Sie haben sich meinen Kurs angesehen, sich meinem Kommando gefügt, aber heimlich Löcher in die Segel geschnitten oder den Wind aus meinen Segeln genommen: Flaute und herrlich entspanntes Dümpeln auf der ruhigen See. Wie Echo. Aber dadurch segeln wir nicht, kommen nicht vorwärts, und ich muß doch aufs Meer! Ich muß doch segeln! Ich muß doch weiter!
Das sind meine Nordseeerkenntnisse gewesen, und ich habe mich höflich bei ihr bedankt, daß ich diese Gedanken mit der großen blaugrauen Weite teilen durfte.
Ich muß wirklich am Meer wohnen. Nichts sonst macht mich so friedlich und ruhig und entspannt wie das Woosh-woosh-woosh der Wellen und die kreischenden Möwen und der Sand und der Wind und das Wasser.

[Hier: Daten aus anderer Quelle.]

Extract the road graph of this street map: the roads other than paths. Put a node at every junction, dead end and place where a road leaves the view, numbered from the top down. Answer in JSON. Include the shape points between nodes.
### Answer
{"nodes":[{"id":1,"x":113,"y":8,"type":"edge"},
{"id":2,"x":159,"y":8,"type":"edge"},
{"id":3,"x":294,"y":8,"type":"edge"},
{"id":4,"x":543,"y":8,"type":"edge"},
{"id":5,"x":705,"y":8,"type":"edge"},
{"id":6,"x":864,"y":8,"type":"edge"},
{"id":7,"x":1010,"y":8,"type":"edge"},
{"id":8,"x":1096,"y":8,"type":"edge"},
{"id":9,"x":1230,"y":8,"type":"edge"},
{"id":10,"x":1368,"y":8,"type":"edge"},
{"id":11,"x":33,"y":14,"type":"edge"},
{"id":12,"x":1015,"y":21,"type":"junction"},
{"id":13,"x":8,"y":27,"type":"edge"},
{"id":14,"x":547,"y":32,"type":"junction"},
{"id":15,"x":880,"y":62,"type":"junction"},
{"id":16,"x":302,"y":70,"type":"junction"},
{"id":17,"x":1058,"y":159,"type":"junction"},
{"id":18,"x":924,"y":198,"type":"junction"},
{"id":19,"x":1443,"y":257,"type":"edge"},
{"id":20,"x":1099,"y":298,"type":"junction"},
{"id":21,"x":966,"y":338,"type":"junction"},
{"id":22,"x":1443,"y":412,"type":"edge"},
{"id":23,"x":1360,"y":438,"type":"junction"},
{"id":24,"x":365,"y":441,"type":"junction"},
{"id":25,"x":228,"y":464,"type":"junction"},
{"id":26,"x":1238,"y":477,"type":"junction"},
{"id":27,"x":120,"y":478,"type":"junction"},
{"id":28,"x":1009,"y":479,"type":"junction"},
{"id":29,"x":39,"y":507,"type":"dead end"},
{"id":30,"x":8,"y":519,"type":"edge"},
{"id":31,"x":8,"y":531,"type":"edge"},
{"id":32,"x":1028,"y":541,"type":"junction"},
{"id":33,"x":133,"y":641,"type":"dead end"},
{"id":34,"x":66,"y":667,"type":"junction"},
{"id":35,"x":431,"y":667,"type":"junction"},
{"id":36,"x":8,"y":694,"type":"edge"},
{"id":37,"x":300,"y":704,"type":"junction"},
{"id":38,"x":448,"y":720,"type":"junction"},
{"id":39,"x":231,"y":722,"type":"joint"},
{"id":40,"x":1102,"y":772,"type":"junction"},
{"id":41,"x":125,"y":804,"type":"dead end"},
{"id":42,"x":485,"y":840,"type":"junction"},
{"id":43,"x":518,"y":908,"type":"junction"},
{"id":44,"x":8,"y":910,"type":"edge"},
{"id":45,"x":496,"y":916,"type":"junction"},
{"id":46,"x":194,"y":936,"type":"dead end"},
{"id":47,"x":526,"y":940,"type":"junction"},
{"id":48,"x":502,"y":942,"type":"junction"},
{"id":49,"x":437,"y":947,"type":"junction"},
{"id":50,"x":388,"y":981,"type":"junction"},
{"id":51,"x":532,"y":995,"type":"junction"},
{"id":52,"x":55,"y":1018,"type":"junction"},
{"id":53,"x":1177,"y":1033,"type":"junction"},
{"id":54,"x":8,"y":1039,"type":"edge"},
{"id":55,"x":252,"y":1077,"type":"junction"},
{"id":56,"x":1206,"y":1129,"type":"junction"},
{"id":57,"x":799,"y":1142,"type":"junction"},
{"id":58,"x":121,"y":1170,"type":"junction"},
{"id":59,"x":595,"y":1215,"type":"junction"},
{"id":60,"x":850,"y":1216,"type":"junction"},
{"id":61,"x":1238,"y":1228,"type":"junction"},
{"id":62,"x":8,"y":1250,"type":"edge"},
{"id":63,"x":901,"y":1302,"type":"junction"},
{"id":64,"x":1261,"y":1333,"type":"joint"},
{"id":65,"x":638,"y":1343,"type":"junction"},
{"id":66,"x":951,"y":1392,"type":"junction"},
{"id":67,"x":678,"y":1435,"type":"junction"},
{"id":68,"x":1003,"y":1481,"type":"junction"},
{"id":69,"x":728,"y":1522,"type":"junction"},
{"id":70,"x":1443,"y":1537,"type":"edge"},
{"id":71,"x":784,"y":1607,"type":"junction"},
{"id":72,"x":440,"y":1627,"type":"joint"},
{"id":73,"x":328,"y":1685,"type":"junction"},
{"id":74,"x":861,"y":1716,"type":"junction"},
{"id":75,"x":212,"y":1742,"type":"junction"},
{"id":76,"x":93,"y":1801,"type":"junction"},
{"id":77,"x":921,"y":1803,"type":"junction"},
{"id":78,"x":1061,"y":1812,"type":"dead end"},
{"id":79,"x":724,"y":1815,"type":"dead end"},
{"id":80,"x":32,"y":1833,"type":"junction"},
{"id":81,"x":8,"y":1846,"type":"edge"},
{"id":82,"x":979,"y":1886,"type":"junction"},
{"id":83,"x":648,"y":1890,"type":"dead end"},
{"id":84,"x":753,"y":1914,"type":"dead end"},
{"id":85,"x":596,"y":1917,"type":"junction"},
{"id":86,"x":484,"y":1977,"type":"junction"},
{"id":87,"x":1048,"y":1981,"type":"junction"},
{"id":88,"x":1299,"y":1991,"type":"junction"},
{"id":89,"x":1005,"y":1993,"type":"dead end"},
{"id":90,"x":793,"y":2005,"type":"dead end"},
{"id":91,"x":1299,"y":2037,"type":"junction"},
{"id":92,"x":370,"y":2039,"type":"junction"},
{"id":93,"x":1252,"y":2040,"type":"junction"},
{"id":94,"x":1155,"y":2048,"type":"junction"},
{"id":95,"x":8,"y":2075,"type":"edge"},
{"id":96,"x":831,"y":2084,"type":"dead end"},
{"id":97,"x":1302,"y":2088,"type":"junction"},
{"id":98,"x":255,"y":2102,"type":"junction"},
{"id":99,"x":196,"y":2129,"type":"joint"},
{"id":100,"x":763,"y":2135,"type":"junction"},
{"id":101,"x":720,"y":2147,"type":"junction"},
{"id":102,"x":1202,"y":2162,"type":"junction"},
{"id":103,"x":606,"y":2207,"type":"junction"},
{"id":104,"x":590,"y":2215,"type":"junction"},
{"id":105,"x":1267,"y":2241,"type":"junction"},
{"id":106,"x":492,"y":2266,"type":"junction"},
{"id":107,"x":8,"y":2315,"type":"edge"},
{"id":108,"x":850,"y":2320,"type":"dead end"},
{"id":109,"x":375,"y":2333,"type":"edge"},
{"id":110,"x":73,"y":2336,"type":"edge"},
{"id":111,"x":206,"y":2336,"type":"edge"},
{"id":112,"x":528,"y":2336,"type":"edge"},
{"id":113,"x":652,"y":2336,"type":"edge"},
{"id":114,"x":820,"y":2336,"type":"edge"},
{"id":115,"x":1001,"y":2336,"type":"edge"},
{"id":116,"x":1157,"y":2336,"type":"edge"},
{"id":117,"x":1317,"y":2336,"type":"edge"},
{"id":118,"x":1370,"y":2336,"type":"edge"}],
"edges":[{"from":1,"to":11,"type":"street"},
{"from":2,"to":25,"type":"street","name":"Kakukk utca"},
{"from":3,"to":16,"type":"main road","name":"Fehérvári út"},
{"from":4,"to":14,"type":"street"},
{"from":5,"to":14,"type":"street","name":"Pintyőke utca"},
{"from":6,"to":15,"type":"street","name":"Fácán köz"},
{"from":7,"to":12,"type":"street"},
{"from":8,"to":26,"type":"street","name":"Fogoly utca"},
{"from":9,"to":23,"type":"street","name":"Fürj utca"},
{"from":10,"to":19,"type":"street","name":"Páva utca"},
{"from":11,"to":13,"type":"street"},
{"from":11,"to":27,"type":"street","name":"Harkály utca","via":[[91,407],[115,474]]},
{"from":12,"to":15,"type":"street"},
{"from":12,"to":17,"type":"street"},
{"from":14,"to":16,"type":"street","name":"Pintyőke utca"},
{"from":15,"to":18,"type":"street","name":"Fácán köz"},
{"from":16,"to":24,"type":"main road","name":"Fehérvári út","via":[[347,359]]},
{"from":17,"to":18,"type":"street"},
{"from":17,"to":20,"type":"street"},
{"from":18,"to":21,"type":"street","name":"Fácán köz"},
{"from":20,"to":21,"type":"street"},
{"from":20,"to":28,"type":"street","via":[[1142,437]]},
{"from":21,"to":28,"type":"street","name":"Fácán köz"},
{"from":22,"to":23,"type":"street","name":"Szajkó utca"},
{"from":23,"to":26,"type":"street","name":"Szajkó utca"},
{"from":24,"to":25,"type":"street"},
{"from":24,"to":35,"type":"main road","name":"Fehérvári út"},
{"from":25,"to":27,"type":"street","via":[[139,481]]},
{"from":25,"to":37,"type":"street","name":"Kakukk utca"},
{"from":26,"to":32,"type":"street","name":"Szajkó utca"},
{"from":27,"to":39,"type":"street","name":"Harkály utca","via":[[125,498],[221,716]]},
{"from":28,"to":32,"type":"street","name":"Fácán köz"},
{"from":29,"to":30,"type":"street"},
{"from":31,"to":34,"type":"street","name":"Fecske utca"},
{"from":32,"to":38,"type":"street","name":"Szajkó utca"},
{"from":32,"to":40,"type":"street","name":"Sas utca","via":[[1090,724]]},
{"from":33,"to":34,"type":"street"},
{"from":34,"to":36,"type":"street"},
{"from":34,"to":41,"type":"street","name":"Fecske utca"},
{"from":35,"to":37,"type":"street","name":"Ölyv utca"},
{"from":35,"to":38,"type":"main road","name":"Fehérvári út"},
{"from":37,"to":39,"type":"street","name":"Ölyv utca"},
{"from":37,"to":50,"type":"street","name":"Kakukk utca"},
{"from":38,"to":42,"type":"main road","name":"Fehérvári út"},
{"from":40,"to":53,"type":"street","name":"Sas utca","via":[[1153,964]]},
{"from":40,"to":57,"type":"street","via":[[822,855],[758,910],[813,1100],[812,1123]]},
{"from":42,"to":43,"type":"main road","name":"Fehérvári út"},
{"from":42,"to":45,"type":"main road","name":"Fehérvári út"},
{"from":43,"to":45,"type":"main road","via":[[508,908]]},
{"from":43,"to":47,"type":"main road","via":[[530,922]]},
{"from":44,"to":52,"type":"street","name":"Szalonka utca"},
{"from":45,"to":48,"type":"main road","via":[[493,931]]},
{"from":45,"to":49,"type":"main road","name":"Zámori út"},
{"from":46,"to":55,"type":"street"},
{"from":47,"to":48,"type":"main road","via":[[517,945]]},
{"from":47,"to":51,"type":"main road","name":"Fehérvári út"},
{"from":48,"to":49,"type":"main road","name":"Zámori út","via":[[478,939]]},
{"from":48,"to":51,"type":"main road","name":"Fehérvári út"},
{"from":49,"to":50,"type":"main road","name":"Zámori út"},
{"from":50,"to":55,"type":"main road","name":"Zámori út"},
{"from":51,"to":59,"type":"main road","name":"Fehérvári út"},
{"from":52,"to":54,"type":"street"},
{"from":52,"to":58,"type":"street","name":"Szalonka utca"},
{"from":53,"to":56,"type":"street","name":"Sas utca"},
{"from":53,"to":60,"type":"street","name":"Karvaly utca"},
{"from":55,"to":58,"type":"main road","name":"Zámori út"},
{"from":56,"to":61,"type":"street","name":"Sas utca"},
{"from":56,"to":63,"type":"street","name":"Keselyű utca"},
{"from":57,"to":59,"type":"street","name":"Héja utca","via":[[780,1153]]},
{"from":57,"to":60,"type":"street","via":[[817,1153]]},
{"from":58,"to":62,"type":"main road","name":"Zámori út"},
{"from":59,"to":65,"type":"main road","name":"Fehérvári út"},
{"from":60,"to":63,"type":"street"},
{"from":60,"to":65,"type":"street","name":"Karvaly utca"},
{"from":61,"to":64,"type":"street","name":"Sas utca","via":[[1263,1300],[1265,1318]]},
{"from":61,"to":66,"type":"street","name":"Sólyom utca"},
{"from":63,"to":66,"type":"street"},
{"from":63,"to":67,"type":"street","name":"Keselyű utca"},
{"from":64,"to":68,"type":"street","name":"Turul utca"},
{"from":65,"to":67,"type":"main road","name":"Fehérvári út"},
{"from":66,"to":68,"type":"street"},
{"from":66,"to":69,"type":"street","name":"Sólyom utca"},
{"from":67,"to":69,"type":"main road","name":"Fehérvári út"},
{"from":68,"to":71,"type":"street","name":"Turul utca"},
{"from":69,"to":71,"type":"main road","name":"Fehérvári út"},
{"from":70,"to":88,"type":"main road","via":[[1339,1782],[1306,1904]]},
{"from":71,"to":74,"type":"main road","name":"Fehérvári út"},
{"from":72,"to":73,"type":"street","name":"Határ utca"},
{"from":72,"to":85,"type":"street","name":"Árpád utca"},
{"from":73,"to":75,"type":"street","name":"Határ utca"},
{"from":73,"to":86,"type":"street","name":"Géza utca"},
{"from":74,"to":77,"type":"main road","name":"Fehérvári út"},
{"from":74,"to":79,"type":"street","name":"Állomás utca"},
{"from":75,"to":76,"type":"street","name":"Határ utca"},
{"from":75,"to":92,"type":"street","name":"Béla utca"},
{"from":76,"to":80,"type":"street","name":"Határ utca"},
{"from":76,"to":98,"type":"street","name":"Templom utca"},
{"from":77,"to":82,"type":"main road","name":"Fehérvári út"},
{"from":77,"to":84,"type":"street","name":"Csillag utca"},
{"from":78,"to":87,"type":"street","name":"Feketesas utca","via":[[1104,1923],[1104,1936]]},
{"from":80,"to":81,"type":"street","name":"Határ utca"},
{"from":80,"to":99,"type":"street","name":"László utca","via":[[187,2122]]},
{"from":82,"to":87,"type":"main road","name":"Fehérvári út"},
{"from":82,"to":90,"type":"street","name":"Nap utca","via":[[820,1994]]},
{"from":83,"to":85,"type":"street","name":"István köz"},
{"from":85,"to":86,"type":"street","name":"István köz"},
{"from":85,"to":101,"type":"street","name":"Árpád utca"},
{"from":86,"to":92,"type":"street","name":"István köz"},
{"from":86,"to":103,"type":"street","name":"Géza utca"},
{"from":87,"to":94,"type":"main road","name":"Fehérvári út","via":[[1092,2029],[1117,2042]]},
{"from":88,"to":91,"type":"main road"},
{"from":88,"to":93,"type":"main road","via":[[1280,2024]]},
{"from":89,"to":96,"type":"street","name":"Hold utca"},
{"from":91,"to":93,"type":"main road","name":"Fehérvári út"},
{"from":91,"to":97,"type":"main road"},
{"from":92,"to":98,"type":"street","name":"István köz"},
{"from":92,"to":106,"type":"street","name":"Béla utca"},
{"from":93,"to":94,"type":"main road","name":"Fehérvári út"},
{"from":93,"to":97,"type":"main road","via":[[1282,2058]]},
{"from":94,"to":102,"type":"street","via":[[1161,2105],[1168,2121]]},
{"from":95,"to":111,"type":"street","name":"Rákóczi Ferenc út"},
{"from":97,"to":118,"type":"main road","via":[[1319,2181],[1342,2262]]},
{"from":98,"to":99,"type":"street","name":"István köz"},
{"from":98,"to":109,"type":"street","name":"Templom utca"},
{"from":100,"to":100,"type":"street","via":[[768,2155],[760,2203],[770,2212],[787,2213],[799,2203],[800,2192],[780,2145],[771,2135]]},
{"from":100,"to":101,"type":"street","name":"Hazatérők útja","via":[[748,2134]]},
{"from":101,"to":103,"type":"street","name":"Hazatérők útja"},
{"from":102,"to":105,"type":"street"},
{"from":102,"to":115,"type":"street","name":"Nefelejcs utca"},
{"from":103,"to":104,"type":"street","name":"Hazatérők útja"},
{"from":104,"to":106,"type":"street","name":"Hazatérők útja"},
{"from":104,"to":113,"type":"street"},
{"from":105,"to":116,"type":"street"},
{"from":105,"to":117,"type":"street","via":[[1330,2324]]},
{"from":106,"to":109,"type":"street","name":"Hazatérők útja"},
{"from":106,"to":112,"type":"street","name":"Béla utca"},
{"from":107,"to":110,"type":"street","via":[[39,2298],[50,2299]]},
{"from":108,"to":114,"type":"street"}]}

Da tue ich mir gut und Gutes, achte auf mich und kann klar denken. Ich muß alle paar Jahre das Meer sehen, sonst gehe ich ein, einfach so, wie eine Salzprimel*.
Eine Frau wie das Meer, ich sags ja.
[*Wer mich kennt, weiß, daß ich von Botanik genausoviel Ahnung habe, daß ich einen Kaktus von einer Tulpe unterscheiden kann. Eine Salzprimel ist ein kleines Blümchen, was gerne eingeht, wenn es nicht gegossen wird. Und zwar mit Meerwasser. Was denn? In einer Welt, in der es Pflanzen mit Namen wie "Affenbrotbaum" gibt, kann es auch Salzprimeln geben.]